Any suggestions are welcome. Thank you in advance :-)
If you do want to stream the file through your service (rather than download directly as recommended in the accepted answer) -
import (
...
"github.com/aws/aws-sdk-go/aws"
"github.com/aws/aws-sdk-go/service/s3"
)
func StreamDownloadHandler(w http.ResponseWriter, r *http.Request) {
sess, awsSessErr := session.NewSession(&aws.Config{
Region: aws.String("eu-west-1"),
Credentials: credentials.NewStaticCredentials("my-aws-id", "my-aws-secret", ""),
})
if awsSessErr != nil {
http.Error(w, fmt.Sprintf("Error creating aws session %s", awsSessErr.Error()), http.StatusInternalServerError)
return
}
result, err := s3.New(sess).GetObject(&s3.GetObjectInput{
Bucket: aws.String("my-bucket"),
Key: aws.String("my-file-id"),
})
if err != nil {
http.Error(w, fmt.Sprintf("Error getting file from s3 %s", err.Error()), http.StatusInternalServerError)
return
}
w.Header().Set("Content-Disposition", fmt.Sprintf("attachment; filename=\"%s\"", "my-file.csv"))
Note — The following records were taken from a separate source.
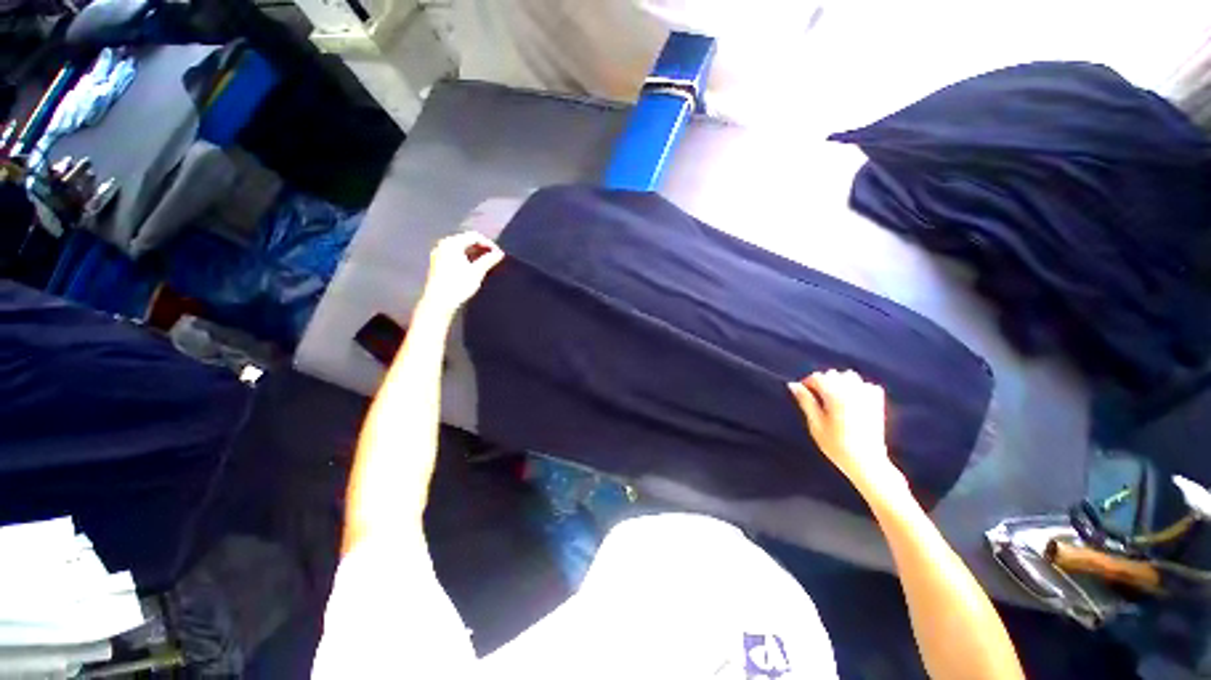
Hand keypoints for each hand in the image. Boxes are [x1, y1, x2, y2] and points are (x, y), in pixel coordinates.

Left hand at [420, 232, 504, 312]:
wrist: (439, 302)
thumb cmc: (457, 285)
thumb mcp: (477, 272)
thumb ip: (489, 260)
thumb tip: (499, 254)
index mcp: (452, 243)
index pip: (474, 236)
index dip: (489, 244)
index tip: (499, 254)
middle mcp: (443, 245)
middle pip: (467, 241)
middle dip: (482, 248)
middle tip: (495, 258)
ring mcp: (439, 254)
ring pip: (462, 249)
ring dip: (476, 254)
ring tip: (487, 264)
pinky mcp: (439, 264)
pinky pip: (456, 255)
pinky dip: (467, 259)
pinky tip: (475, 268)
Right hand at [788, 370, 904, 493]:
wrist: (867, 462)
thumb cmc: (836, 445)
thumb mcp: (815, 424)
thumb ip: (805, 401)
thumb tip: (793, 385)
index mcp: (835, 394)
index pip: (817, 377)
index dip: (807, 384)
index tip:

w.Header().Set("Cache-Control", "no-store")
bytesWritten, copyErr := io.Copy(w, result.Body)
if copyErr != nil {
http.Error(w, fmt.Sprintf("Error copying file to the http response %s", copyErr.Error()), http.StatusInternalServerError)
return
}
log.Printf("Download of \"%s\" complete. Wrote %s bytes", "my-file.csv", strconv.FormatInt(bytesWritten, 10))
}
If the file is potentially large, you don't want it to go trough your own server.
The best approach (in my opinion) is to have the user download it directly from S3.
You can do this by generating a presigned url:
func Download(w http.ResponseWriter, r *http.Request) {
...
sess := session.New(&aws.Config{
Region: aws.String("eu-west-1"),
Endpoint: aws.String("s3-eu-west-1.amazonaws.com"),
S3ForcePathStyle: aws.Bool(true),
Credentials: cred,
})
s3svc := s3.New(sess)
req, _ := s3svc.GetObjectRequest(&s3.GetObjectInput{
Bucket: aws.String(BUCKET),
Key: aws.String(filename),
})
url, err := req.Presign(5 * time.Minute)
if err != nil {
//handle error
}
http.Redirect(w, r, url, http.StatusTemporaryRedirect)
}
The presigned url is only valid for a limited time (5 minutes in this example, adjust to your needs) and takes the user directly to S3. No need to worry about downloads anymore!